Your reply should consist of the entries, copied exactly and stripped of images.
Start of Raw data
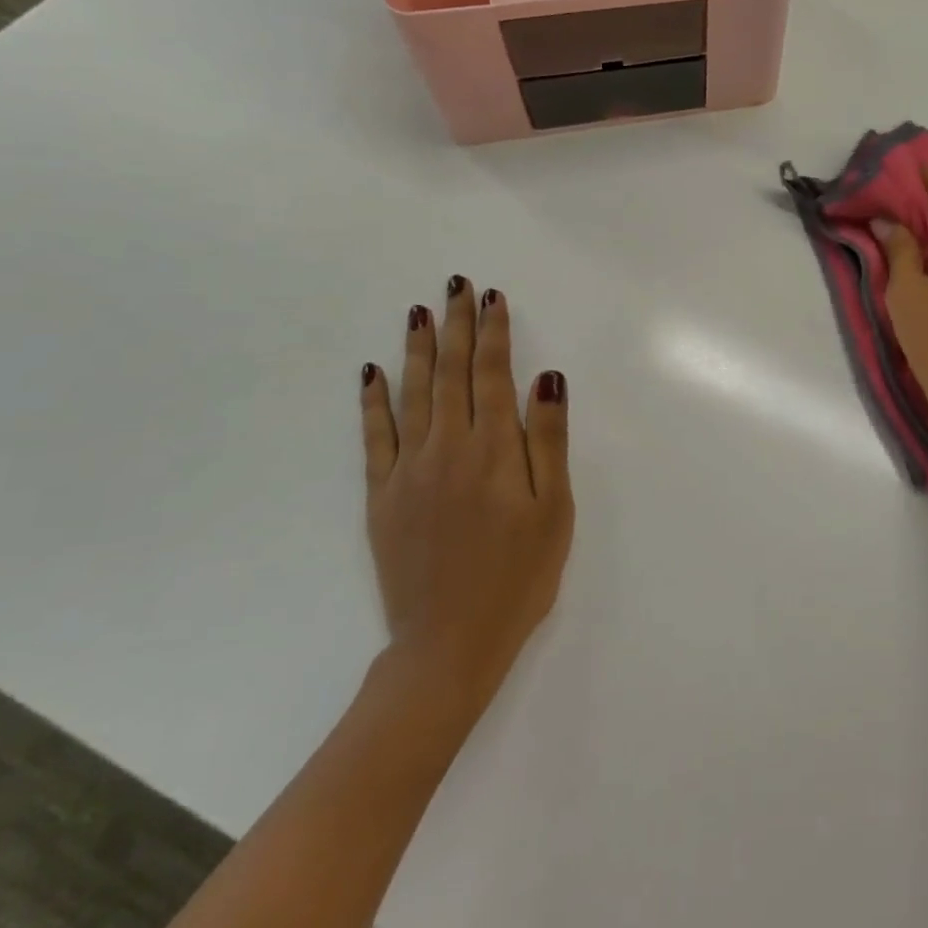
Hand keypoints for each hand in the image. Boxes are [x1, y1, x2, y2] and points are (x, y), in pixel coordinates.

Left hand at [359, 279, 572, 721]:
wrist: (450, 642)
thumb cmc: (520, 575)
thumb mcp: (555, 509)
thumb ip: (549, 440)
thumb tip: (547, 379)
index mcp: (493, 450)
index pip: (492, 375)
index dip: (493, 333)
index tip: (492, 298)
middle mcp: (447, 447)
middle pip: (451, 373)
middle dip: (456, 326)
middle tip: (456, 285)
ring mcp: (408, 470)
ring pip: (412, 393)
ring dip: (417, 349)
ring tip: (419, 311)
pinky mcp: (382, 496)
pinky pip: (374, 436)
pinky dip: (373, 400)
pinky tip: (372, 373)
End of Raw data
(Response to this task):
Hand keypoints for each hand in the image. Boxes are [x1, y1, x2, y2] and points are (x, y), in pixel coordinates.

Left hand at [359, 279, 572, 721]:
wrist: (450, 642)
thumb cmc: (520, 575)
thumb mcp: (555, 509)
thumb ip: (549, 440)
thumb tip: (547, 379)
index mcp: (493, 450)
index pip: (492, 375)
index dip: (493, 333)
index tip: (492, 298)
middle mcp: (447, 447)
middle pip: (451, 373)
middle dip: (456, 326)
middle tip: (456, 285)
ring mcp: (408, 470)
ring pip: (412, 393)
ring dip: (417, 349)
ring tip: (419, 311)
pinky mcp: (382, 496)
pinky pip: (374, 436)
pinky dip: (373, 400)
pinky tip: (372, 373)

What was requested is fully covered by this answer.